The Institute of Museum and Library Services and the MacArthur Foundation recently announced the second round of this year’s winners of the national competition to design 21st century “Learning Labs” in museums and libraries across the country. Learning Labs are special spaces created solely to engage middle and high school-aged youth in interest-based, youth-centered, collaborative learning that is led by trained mentors. The sites couple digital media tools with exploration and hands-on learning to inspire teens to be creators, not just consumers, of media. Programming also inspires an interest in science, technology, engineering, and math (STEM).

This particular project awarded 12 organizations--five museums and seven libraries--$1.2 million to plan and design their labs. Grantees are managed by the Urban Libraries Council and the Association of Science-Technology Centers, and are required to participate in sponsored activities that help provide networking and technical assistance.

An earlier grantee, the Multnomah County Library and the Oregon Museum of Science and Industry in Portland, OR, for example, together created a Maker Center where local teens can tinker with digital and other tools to create and learn. The teen advisory council is integral in designing the programming, and the Maker Center is aligning with “Ninth Grade Counts,” an effort to help youth navigate that important transition into high school, a point where far too many youth disconnect. Other partners in the effort include the Multnomah Youth Commission, TechShop, and Oregon Mentors.

The cooperation and coordinated planning across youth-serving organizations is deliberate—and an integral aspect of “connected learning,” an emerging theory of learning that joins three aspects of teens’ lives—their peers, their academics, and their interests. Connected learning is realized when a young person is able to pursue a personal interest or passion with the support of friends and caring adults, and is in turn able to link this learning and interest to academic achievement, career success or civic engagement.

The programs are also anchored in research by University of California Professor Mizuko Ito on how kids learn in the digital age. Based on interviews with more than 700 youth, Ito identified three stages of learning with digital media:

·       “Hanging out” with friends in online social spaces and networks, like Facebook

·       “Messing around” and tinkering with digital media---everything from making videos to posting pictures on Flickr

·       “Geeking out” in mentor-guided workshops or online groups that allow them to dive deep into their interests

This learning process served as the concept behind the design of YOUmedia in the Harold Washington Public Library in Chicago, which in turn has sparked the movement to build similar sites nationwide and to ultimately create a network of well coordinated out-of-school spaces for kids to continue learning and exploring, while connecting what they learn back to the classroom.

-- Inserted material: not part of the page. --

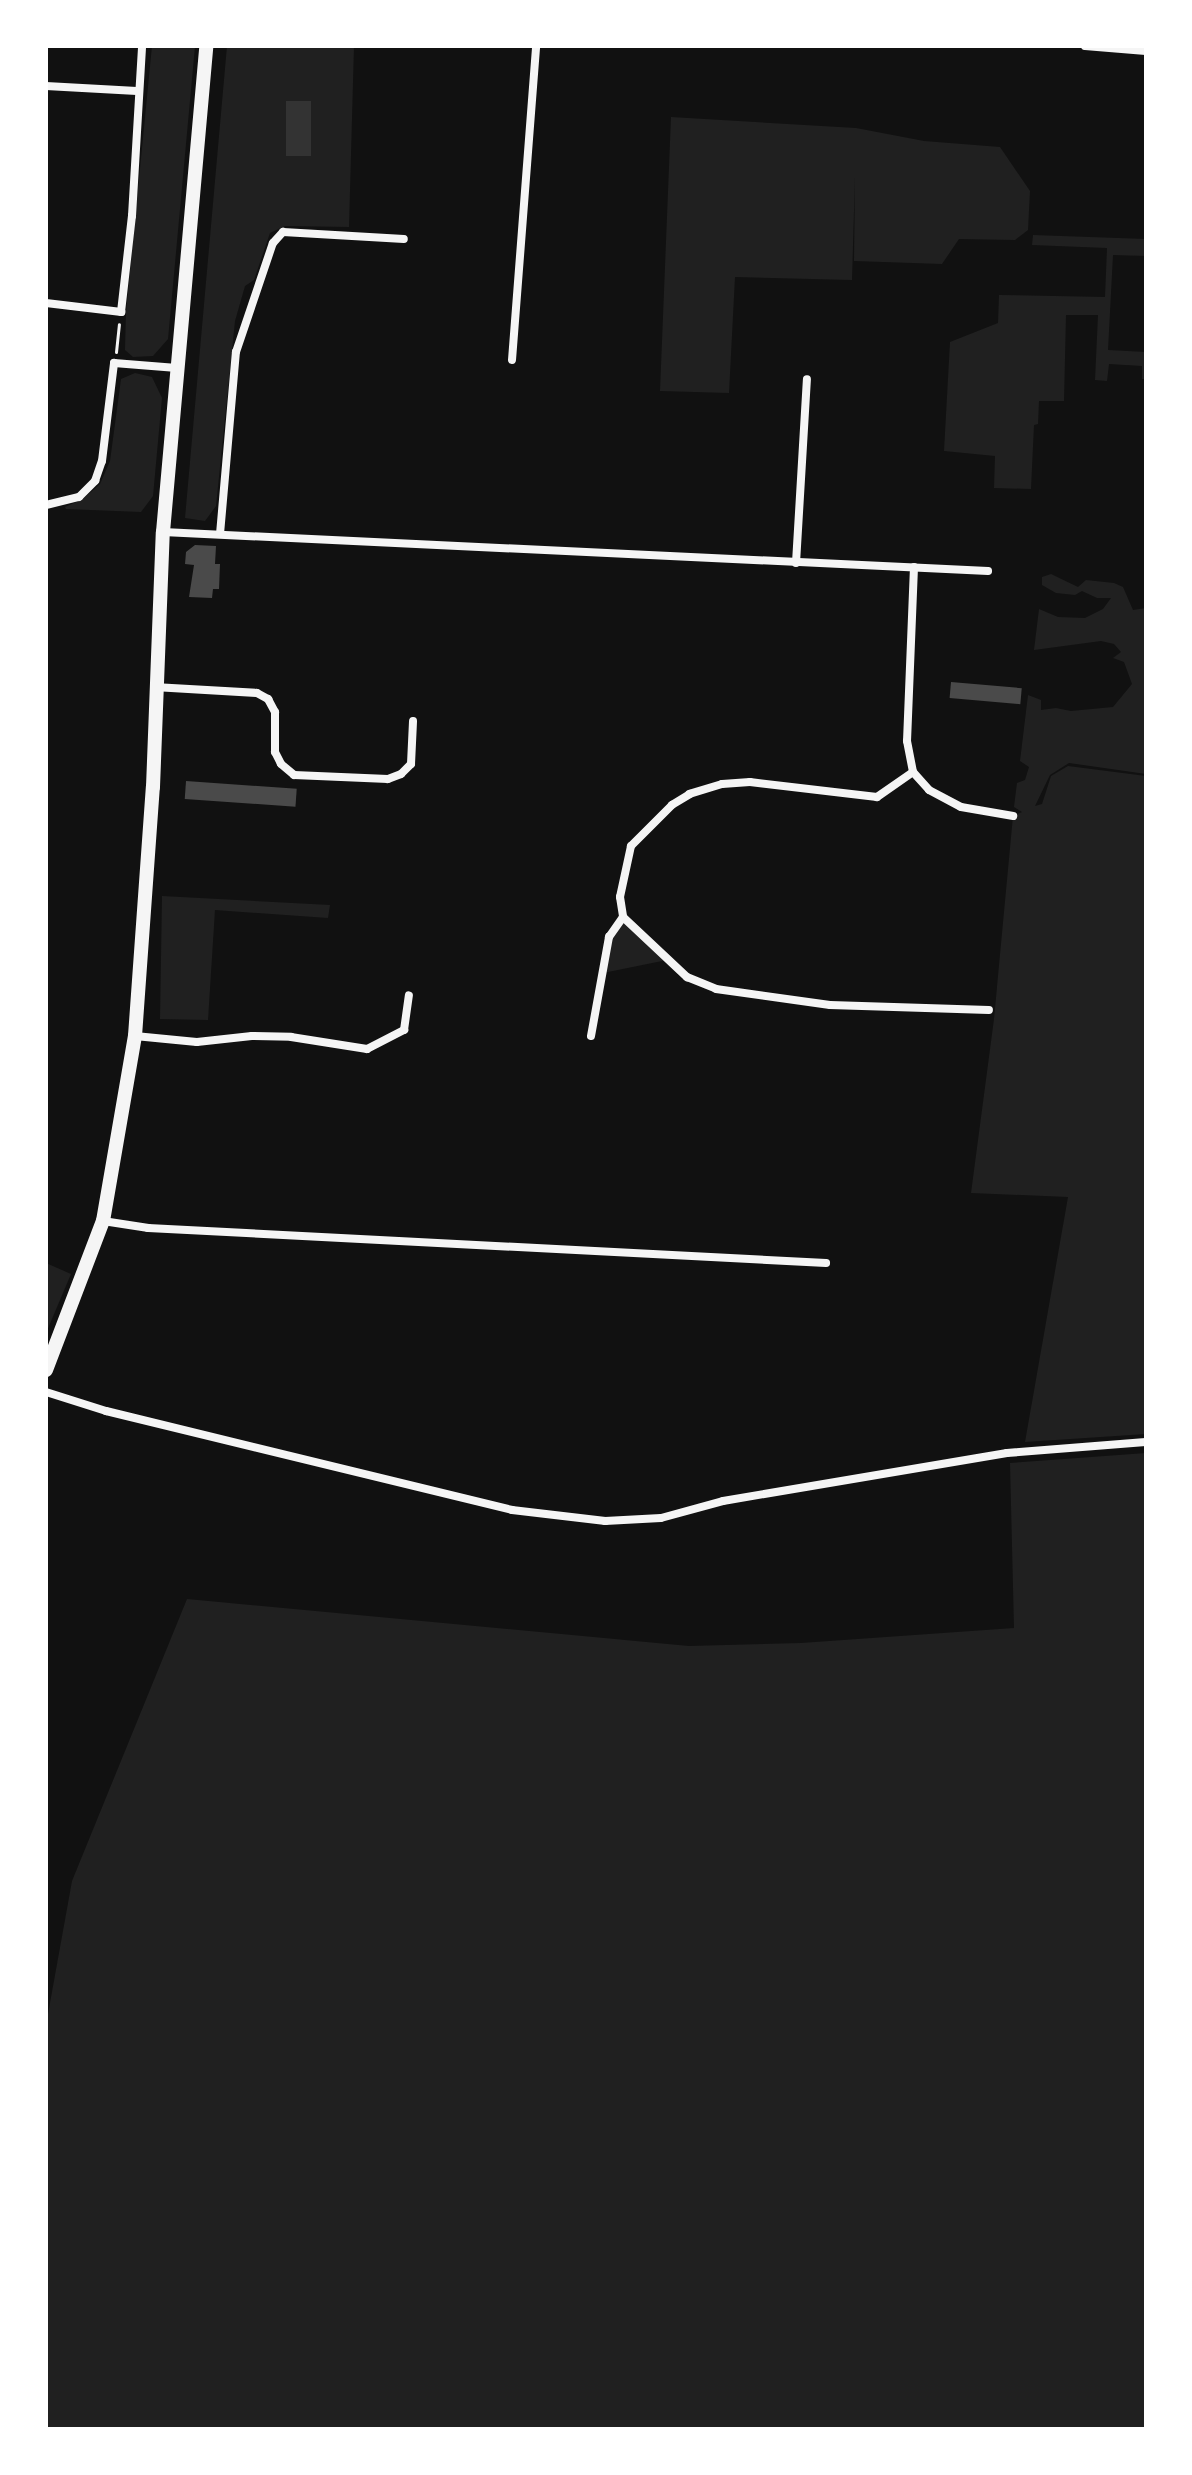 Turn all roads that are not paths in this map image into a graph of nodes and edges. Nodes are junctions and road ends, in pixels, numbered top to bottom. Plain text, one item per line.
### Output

The Learning Labs initiative, which was spearheaded in fall of 2010 as a response to President Obama’s “Educate to Innovate” campaign, has announced two sets of grant recipients each year since its inception. To date, there are now more than two dozen Learning Labs nationwide.

Application deadlines for next year’s grants have not been announced as of yet, but there are a list of guidelines provided by the Institute of Museum and Library Services available online. Applicants are expected to include prototypes based on current research about youth and digital media, and will be evaluated by education experts as well as museum and library management.

YOUmedia has also provided a website of resources and toolkits for those interested in creating their own “connected learning” spaces.

The importance of youth-centered spaces, where adolescents have access to trained professionals and new technologies, has proven to be widely successful. Director of the Institute of Museum and Library Sciences Susan Hildreth explained, "Because of the expertise and content we have to offer, museums and libraries are uniquely positioned to offer young people meaningful learning experiences that link to science, art, and technology. With caring mentors and skilled professionals on staff to guide teens in their exploration, Learning Labs help youth express themselves and hone their skills in a safe environment."